I consult, write, and speak on running better technology businesses (tech firms and IT captives) and the things that make it possible: good governance behaviors (activist investing in IT), what matters most (results, not effort), how we organize (restructure from the technologically abstract to the business concrete), how we execute and manage (replacing industrial with professional), how we plan (debunking the myth of control), and how we pay the bills (capital-intensive financing and budgeting in an agile world). I am increasingly interested in robustness over optimization.

I work for ThoughtWorks, the global leader in software delivery and consulting.

Sunday, July 23, 2006

Nothing Happens in Zero Time

One of the benefits of Agile / best practices is integrity of completion: everything from requirements gathering to development to build to acceptance testing that needs to be done to drive a particular unit of business functionality to completion is encapsulated by it's definintion as a story. That is, we drive more finely grained units of business functionality to a state where that functionality can be utilized; that provides a boolean state of completion: 'tis done or not. This is diametrically opposed to the way in which functionality has been delivered since Eisenhower was president and Churchill was prime minister for the second time round: we have restructured business needs into technical silos of analysis, development, build, curse, test, negotiate and live-with-it. By doing so, we mortgage our future by borrowing against time-boxes in the hope that there will be sufficient bandwidth to complete inaccurately encapsulated and measured activity.
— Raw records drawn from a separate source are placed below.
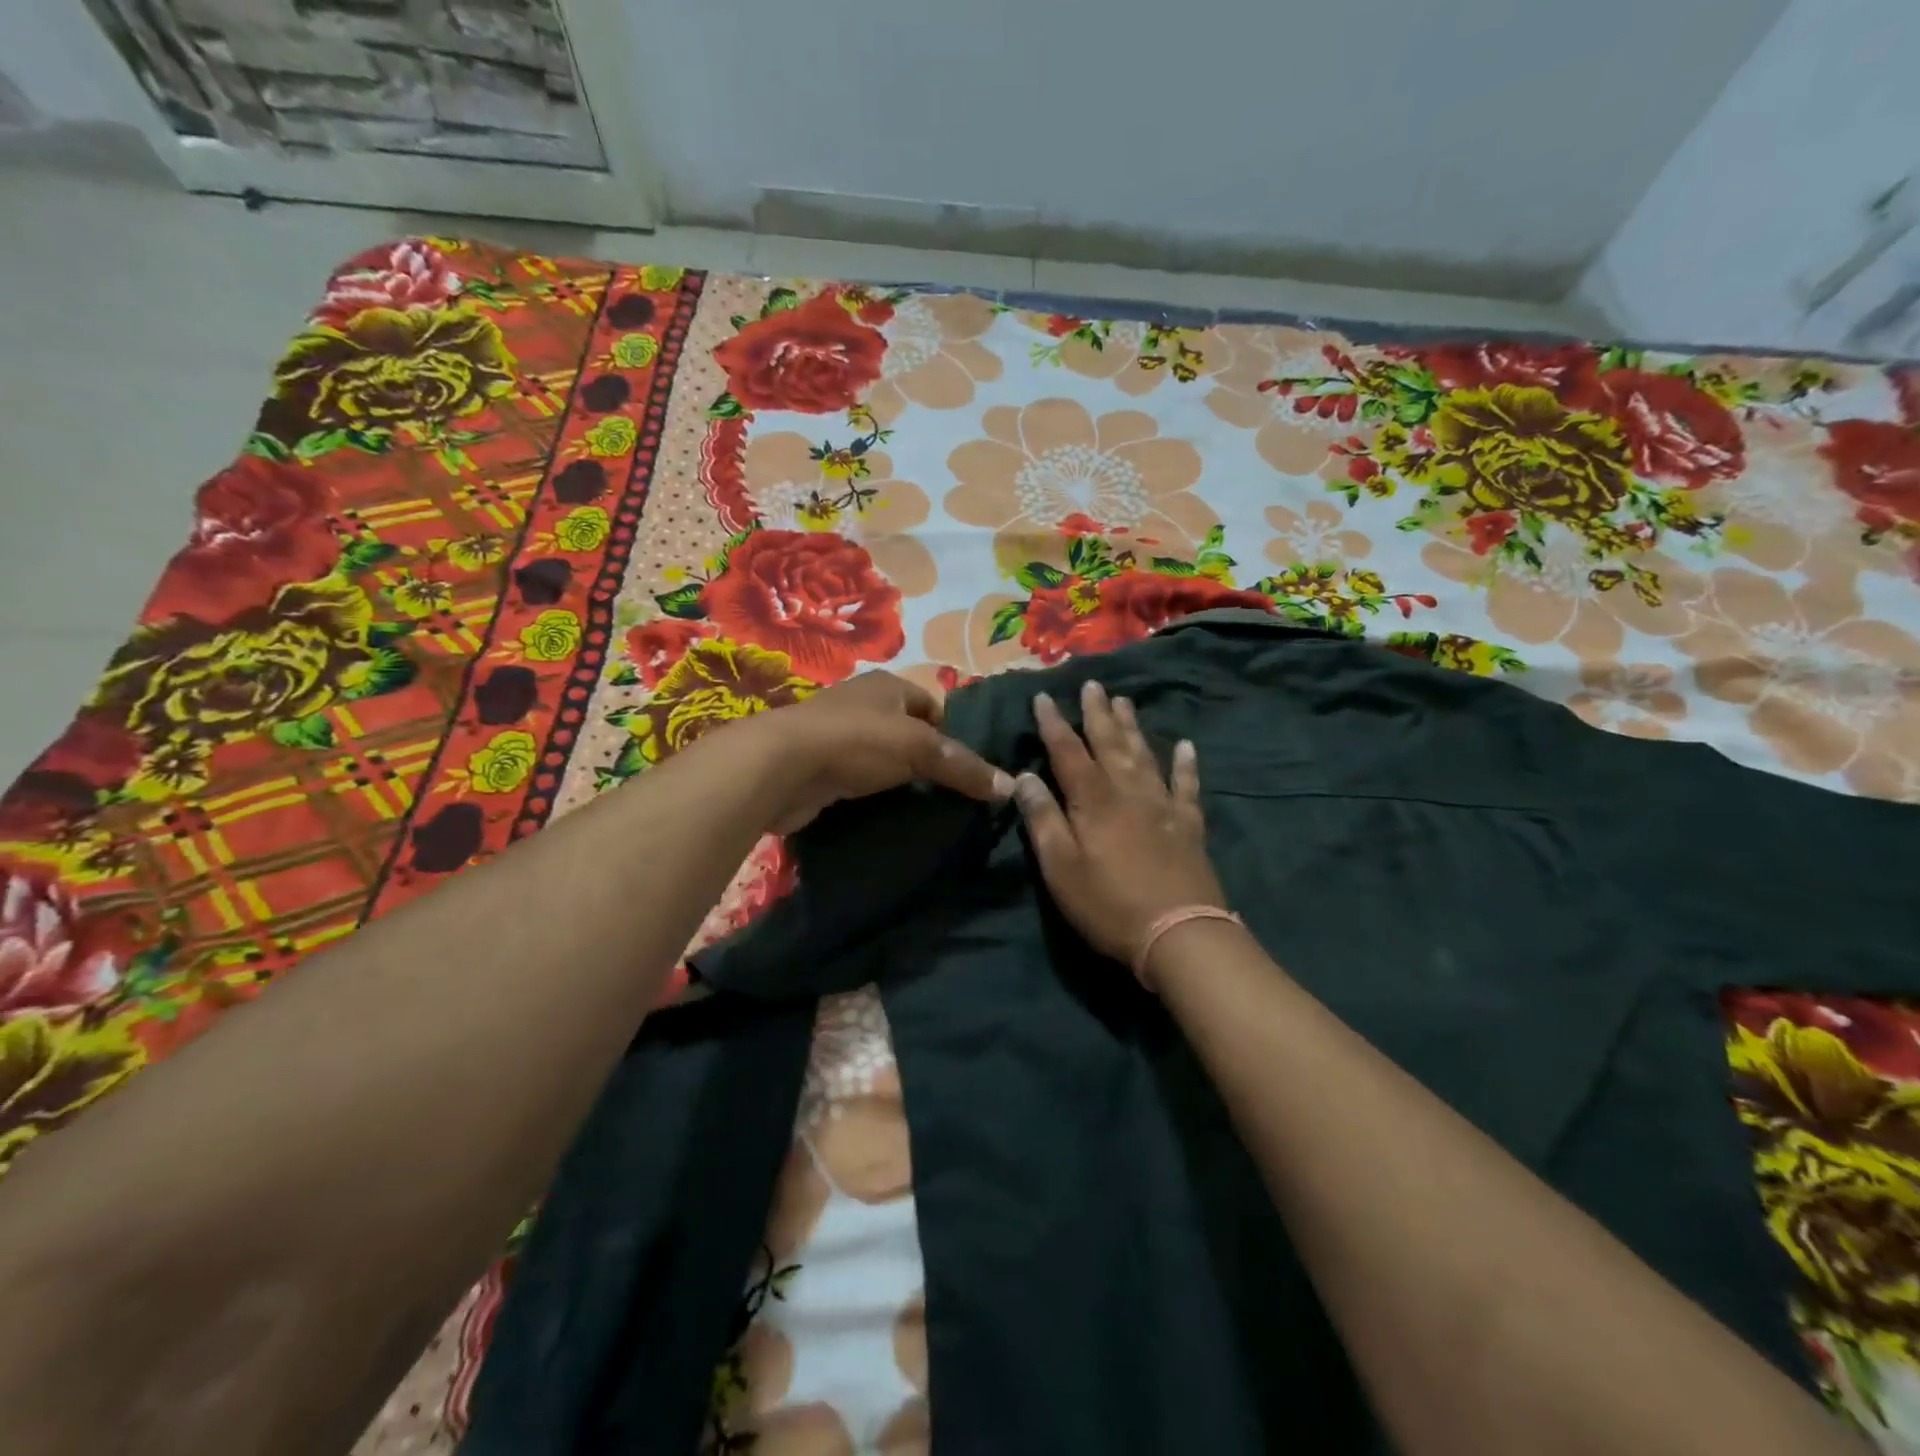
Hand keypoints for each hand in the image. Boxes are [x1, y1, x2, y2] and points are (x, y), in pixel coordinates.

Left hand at [729, 670, 1013, 832]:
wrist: (781, 767)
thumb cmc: (857, 741)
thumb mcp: (920, 749)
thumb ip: (964, 767)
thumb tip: (1011, 787)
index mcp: (887, 685)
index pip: (932, 705)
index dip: (951, 733)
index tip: (966, 769)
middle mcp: (861, 703)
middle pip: (907, 731)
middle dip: (926, 759)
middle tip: (950, 793)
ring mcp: (837, 735)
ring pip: (882, 757)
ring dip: (898, 779)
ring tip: (924, 807)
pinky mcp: (819, 766)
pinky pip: (858, 778)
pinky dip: (871, 794)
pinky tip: (885, 814)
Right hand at [1015, 680, 1228, 977]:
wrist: (1179, 933)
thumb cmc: (1108, 904)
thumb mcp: (1060, 867)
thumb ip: (1043, 819)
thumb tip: (1024, 777)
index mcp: (1093, 800)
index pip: (1068, 751)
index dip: (1054, 724)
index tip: (1044, 697)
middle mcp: (1129, 791)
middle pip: (1110, 743)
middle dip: (1098, 713)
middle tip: (1093, 685)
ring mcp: (1163, 805)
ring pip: (1144, 755)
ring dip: (1133, 727)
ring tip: (1126, 701)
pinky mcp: (1188, 825)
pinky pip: (1187, 785)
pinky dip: (1185, 764)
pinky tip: (1185, 746)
The benefits of the Agile approach are documented elsewhere, obviously the return on technology investment is much greater, as well as the transparency in knowing exactly where you are at any given time. Transparency is worth underscoring specifically because of the greater degree of fact (as opposed to opinion) there is in status reporting: requirements are in fact done or they're not done: "done" means they're ready to go live; "not done" means they're not ready to go live. There's no middle ground, no "I'm xx% complete," no mystery 6-week-window-at-the-end-of-the-project-in-which-we'll-marshal-test-and-deploy-and-hope. Above all, we rely far less hope. In and of itself this is a rich area of discussion which we'll continue to dissect, but it's important to acknowledge a subtle admission in all of this that must not go un-noticed: nothing happens in zero time.
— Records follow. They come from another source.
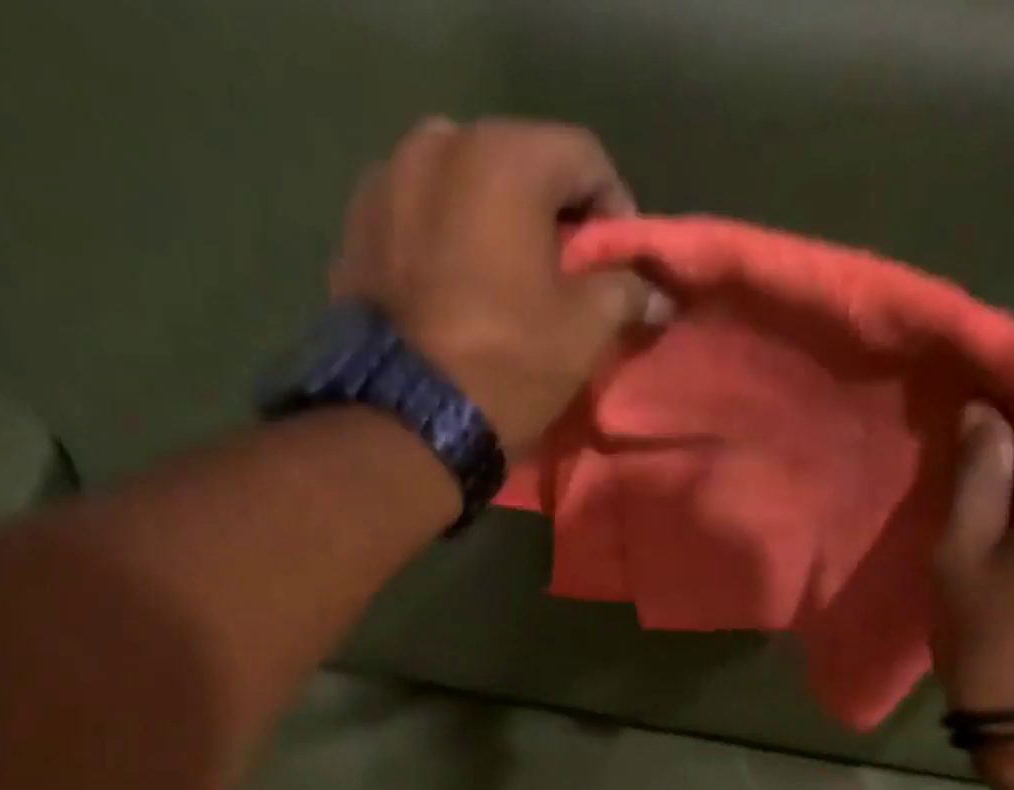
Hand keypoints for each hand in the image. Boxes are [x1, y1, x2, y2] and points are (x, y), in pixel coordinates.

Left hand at [331, 116, 668, 459]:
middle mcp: (437, 144)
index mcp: (504, 155)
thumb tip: (659, 295)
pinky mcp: (354, 230)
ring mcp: (385, 183)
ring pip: (462, 190)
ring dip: (492, 226)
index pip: (584, 158)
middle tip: (563, 273)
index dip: (613, 208)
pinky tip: (454, 291)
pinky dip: (444, 243)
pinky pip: (418, 221)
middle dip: (549, 216)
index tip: (618, 260)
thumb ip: (626, 294)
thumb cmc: (506, 364)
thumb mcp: (583, 332)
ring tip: (505, 284)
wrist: (402, 422)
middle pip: (518, 166)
When making work estimates we tend to assume that 100% of the effort required to get something done rests with developing (coding) software. In the process we overlook - and devalue - requirements gathering, unit testing, marshaling/building, integration, QA, UAT and releasing to production. To some extent, in the silo/waterfall world we collect requirements and assume the time / effort /cost to build code in support of two sets of functionality is marginally longer than the time / effort / cost to build just one. This isn't true as each requirements is more an "exception" than a "rule." Each introduces complexity to the business solution, each is code composed by different people which by it's nature presents different challenges. The point is, non-development-technical activity doesn't happen of it's own volition, and in many cases increases exponentially with an increase in the number of requirements piled-on, again as each requirement is really an aberration (introducing quirks, problems and issues) more than a uniform evolution of the platform.
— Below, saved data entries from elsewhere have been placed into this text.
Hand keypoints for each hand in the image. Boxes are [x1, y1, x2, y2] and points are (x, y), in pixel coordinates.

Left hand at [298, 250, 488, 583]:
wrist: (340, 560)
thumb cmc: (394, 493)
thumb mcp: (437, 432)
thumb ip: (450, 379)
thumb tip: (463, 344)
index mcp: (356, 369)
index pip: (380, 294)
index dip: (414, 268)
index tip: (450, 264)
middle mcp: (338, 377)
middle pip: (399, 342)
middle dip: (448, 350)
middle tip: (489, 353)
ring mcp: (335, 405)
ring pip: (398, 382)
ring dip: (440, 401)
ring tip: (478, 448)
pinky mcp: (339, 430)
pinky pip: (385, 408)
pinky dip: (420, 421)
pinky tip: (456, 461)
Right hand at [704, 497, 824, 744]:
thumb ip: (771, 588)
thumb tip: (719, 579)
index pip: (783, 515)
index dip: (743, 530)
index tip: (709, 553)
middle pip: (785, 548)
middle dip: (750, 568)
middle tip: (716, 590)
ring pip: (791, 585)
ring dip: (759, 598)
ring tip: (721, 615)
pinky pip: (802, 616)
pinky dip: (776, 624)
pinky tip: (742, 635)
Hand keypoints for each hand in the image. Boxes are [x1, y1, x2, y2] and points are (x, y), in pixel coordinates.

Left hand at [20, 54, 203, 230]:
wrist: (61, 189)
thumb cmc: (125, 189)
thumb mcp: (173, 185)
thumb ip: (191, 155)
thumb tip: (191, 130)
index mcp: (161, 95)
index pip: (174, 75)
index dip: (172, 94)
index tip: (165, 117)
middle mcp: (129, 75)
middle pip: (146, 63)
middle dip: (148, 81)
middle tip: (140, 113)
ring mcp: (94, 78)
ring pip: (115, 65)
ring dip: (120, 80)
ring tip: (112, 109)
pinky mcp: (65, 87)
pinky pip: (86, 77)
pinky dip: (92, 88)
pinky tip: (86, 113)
In the same way, our "windows" for silo'd activity - separate time-boxes specifically for requirements gathering, build, a QA / UAT, etc. tend to be characterized by activity pile-on without refactoring the underlying time-box:

  • In the abstract, ever notice how so many projects have a 6 week window at the end of the project for UAT? It's never 5 weeks or 7 weeks, it's 6. Teams tend to borrow against that 6 weeks all through requirements and development, over-mortgaging it to a point where when it's called - when the project is due - there's insufficient capital (time) to cover the positions. That's because we borrow on hope that we can cover our positions, not on fact.

  • By way of specific example, in many projects, sometime during development somebody is going to migrate data; this data needs to be maintained. It often ends up a "ghost" task, sucking time away from people that they otherwise have allocated to complete (value-added) development. The same can often be said for deployment and / or environments: somebody has to own environments and own the process for putting software into production.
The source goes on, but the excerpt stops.